• **REQUIRED ACTION**: Give the data again exactly as written, without any of its pictures.

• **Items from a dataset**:

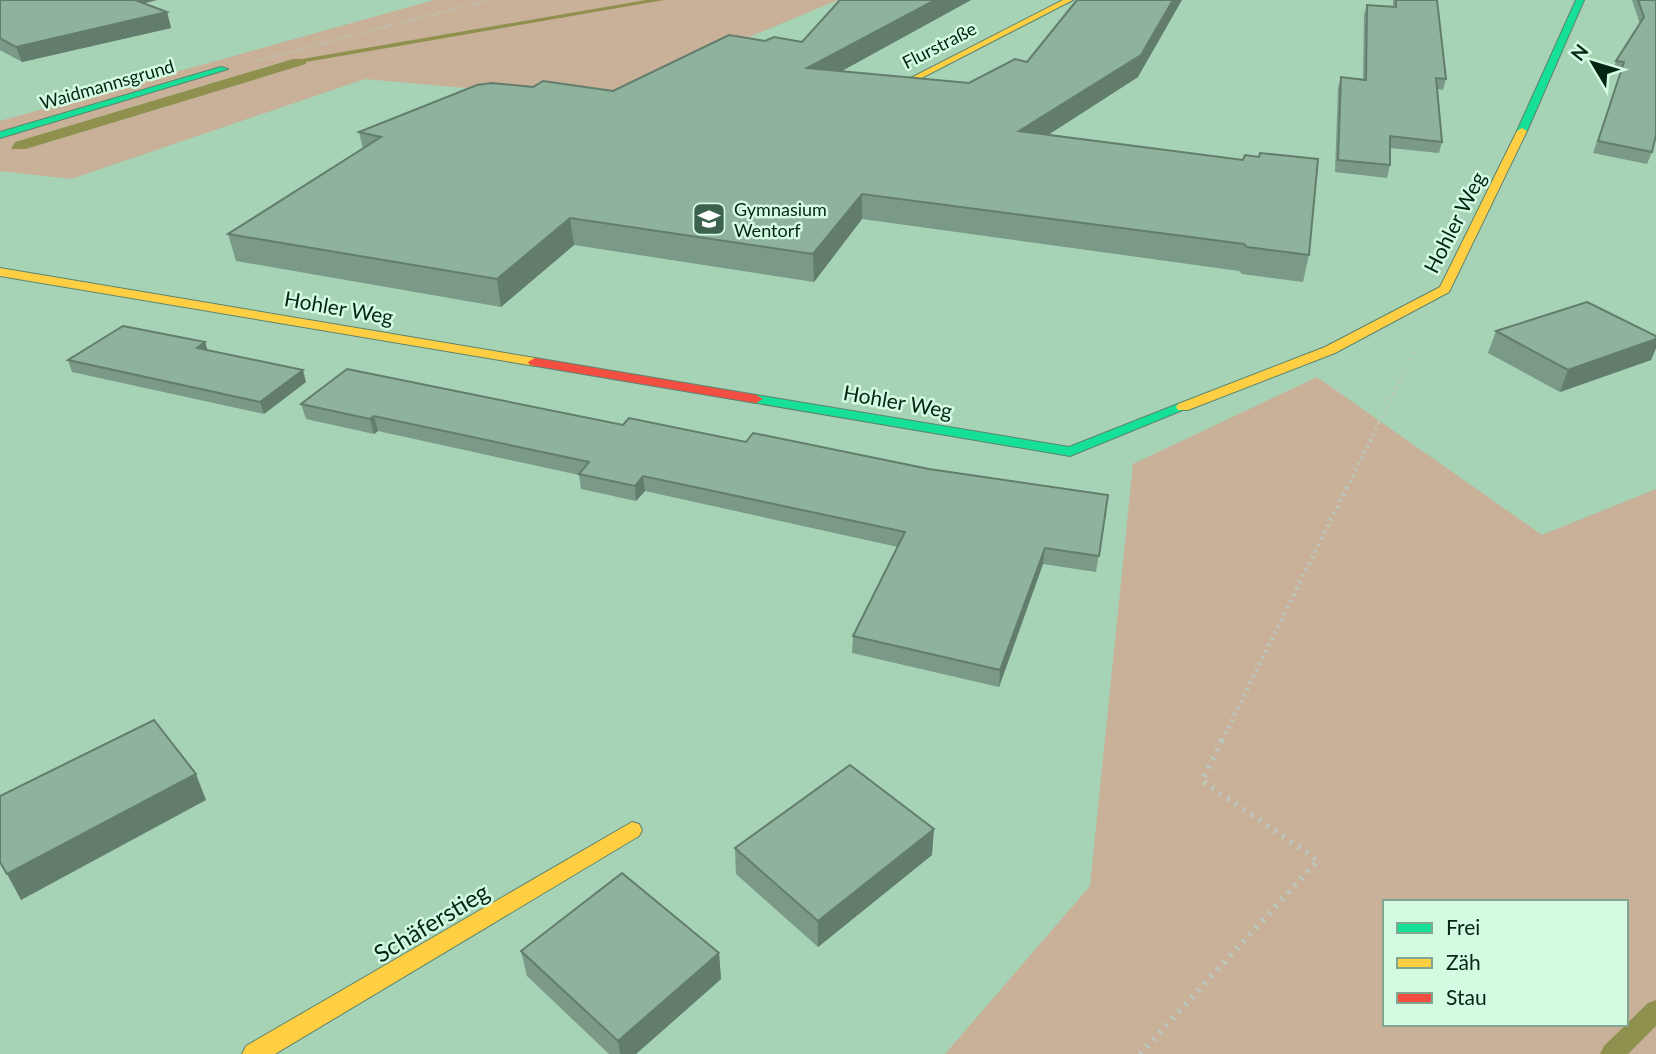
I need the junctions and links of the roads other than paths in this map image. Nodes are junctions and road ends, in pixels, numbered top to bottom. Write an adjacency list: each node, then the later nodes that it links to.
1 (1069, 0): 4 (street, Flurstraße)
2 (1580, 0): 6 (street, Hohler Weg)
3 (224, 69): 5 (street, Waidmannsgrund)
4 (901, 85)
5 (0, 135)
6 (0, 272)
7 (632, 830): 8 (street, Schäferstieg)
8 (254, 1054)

• **SOLUTION FOR THIS PROBLEM**:
I need the junctions and links of the roads other than paths in this map image. Nodes are junctions and road ends, in pixels, numbered top to bottom. Write an adjacency list: each node, then the later nodes that it links to.
1 (1069, 0): 4 (street, Flurstraße)
2 (1580, 0): 6 (street, Hohler Weg)
3 (224, 69): 5 (street, Waidmannsgrund)
4 (901, 85)
5 (0, 135)
6 (0, 272)
7 (632, 830): 8 (street, Schäferstieg)
8 (254, 1054)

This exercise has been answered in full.